Segment Start: Material provided

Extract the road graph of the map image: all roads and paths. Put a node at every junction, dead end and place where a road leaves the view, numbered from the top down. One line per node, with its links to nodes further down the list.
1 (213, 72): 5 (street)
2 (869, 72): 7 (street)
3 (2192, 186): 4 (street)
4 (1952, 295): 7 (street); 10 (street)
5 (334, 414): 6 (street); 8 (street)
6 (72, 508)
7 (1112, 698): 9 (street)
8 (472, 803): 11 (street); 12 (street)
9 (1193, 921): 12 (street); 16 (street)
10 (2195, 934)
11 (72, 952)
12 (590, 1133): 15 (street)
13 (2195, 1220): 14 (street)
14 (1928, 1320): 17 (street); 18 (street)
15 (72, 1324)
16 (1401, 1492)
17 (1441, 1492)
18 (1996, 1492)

Segment End: Material provided
Segment Start: Material provided

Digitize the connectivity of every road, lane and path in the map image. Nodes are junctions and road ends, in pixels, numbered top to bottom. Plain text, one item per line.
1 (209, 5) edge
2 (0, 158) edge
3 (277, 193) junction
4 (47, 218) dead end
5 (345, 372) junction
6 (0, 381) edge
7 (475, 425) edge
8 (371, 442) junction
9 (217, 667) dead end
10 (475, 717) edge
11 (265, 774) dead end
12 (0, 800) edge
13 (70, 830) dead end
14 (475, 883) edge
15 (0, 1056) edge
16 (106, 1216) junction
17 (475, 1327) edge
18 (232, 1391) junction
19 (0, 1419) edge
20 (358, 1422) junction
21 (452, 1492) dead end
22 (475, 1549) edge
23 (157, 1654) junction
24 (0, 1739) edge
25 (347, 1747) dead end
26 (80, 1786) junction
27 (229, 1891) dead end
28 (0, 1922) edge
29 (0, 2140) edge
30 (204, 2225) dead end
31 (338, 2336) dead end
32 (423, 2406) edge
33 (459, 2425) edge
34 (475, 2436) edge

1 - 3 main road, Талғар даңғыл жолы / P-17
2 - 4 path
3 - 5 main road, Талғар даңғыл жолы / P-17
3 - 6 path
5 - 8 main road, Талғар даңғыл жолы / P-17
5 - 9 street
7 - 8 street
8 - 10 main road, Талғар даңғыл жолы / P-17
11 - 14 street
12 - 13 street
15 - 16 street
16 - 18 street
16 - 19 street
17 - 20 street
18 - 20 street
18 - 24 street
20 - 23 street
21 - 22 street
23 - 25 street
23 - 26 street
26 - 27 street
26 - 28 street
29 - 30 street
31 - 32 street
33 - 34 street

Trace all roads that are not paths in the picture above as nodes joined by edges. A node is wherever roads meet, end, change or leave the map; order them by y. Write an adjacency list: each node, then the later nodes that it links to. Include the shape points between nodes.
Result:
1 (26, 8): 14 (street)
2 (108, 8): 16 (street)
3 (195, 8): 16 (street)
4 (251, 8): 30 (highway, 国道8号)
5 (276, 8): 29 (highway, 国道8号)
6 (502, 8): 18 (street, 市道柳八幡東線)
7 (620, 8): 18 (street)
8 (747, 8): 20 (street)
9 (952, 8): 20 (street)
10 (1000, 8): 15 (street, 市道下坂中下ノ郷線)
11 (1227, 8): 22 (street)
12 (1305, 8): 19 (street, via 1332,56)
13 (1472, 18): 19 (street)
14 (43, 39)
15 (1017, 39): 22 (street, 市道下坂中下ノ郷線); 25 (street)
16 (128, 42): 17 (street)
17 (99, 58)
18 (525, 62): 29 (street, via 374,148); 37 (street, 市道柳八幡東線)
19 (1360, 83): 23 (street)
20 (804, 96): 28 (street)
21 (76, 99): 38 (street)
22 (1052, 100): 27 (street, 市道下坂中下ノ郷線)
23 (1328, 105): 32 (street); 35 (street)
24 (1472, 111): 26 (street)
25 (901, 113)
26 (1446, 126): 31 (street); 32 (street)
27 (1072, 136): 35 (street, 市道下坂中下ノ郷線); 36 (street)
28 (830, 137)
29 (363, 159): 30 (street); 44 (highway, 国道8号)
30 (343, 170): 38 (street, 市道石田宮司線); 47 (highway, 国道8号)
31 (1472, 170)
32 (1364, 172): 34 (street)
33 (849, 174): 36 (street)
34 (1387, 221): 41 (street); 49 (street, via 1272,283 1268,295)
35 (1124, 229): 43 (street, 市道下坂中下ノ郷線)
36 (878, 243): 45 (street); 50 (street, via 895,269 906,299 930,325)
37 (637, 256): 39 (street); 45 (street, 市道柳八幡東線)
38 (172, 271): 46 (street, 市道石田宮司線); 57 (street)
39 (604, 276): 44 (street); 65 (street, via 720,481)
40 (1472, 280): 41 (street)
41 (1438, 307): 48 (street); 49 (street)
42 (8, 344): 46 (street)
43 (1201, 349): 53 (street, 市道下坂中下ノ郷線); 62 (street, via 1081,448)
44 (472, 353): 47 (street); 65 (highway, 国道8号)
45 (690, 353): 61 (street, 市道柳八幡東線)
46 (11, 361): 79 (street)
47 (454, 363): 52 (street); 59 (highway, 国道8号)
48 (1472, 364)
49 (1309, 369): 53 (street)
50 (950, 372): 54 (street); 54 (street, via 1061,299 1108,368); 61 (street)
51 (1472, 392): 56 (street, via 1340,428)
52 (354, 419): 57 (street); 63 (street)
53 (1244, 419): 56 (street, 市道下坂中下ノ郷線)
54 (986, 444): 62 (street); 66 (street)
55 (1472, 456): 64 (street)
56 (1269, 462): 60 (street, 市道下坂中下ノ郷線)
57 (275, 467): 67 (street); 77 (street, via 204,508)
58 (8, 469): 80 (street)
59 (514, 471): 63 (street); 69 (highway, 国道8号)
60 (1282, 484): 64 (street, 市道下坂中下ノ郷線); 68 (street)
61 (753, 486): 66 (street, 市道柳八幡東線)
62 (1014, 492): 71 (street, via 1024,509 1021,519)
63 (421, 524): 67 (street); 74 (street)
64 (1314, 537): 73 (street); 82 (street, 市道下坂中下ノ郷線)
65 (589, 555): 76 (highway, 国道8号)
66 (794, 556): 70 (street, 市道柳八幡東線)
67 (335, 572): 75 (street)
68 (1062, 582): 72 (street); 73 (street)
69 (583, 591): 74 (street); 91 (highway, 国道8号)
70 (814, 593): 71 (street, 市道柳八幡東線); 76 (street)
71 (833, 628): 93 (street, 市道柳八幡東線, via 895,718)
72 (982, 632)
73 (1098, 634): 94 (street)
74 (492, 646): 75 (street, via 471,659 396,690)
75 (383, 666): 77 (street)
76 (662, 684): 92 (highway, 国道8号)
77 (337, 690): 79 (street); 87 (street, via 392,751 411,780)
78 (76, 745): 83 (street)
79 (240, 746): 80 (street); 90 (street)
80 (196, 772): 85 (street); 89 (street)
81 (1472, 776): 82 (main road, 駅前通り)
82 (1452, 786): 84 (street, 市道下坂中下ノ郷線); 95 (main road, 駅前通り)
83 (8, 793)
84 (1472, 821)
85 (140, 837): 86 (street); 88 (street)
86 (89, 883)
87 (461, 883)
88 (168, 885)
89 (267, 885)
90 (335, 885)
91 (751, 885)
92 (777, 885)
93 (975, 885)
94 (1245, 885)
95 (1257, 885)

Segment End: Material provided
Segment Start: Material provided

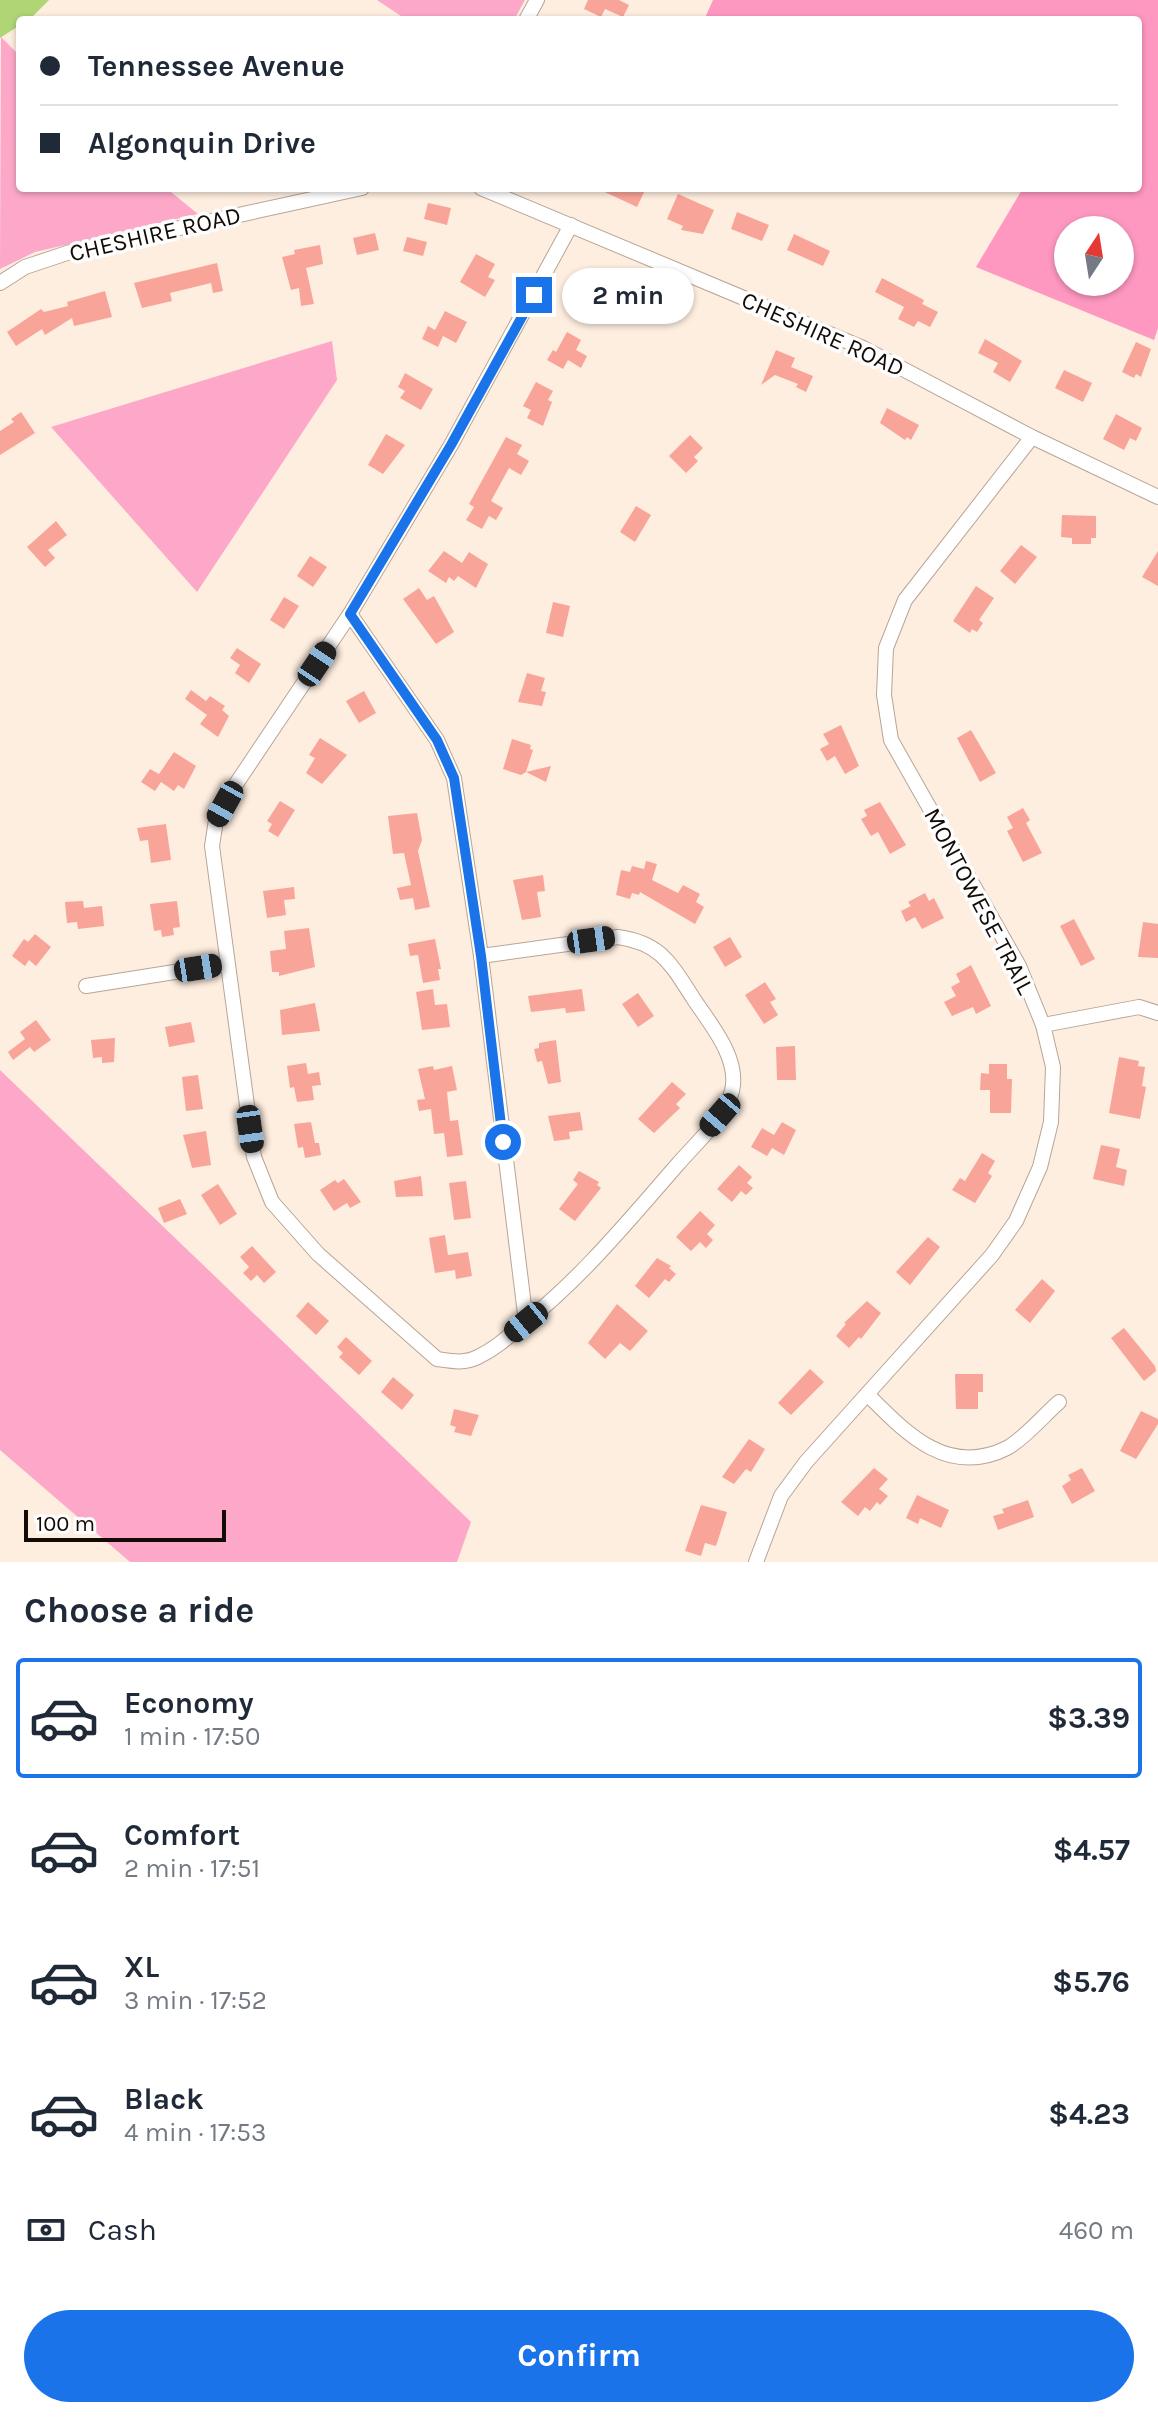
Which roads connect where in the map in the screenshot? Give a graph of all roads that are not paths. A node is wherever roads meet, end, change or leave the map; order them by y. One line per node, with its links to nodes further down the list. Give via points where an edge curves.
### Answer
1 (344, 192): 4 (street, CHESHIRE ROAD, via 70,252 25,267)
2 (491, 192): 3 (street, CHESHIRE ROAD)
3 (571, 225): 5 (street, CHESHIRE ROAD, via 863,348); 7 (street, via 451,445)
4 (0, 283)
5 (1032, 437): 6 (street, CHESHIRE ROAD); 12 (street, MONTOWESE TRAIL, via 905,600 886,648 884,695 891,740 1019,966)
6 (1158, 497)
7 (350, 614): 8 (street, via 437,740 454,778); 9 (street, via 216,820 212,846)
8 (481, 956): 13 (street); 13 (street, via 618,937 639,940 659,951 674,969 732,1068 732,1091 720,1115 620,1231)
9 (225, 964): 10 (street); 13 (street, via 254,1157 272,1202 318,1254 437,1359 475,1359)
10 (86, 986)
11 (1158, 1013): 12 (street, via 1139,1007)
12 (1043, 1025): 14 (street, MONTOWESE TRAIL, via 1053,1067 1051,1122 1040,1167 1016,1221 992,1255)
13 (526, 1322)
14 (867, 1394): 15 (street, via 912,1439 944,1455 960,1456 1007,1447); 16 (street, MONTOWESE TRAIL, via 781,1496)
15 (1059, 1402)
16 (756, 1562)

Segment End: Material provided

=== Exercise instructions ===
Lines of the listing above that include the string "them" should each be copied.

=== Task answer ===
Trace all roads that are not paths in the picture above as nodes joined by edges. A node is wherever roads meet, end, change or leave the map; order them by y. Write an adjacency list: each node, then the later nodes that it links to. Include the shape points between nodes.
Which roads connect where in the map in the screenshot? Give a graph of all roads that are not paths. A node is wherever roads meet, end, change or leave the map; order them by y. One line per node, with its links to nodes further down the list. Give via points where an edge curves.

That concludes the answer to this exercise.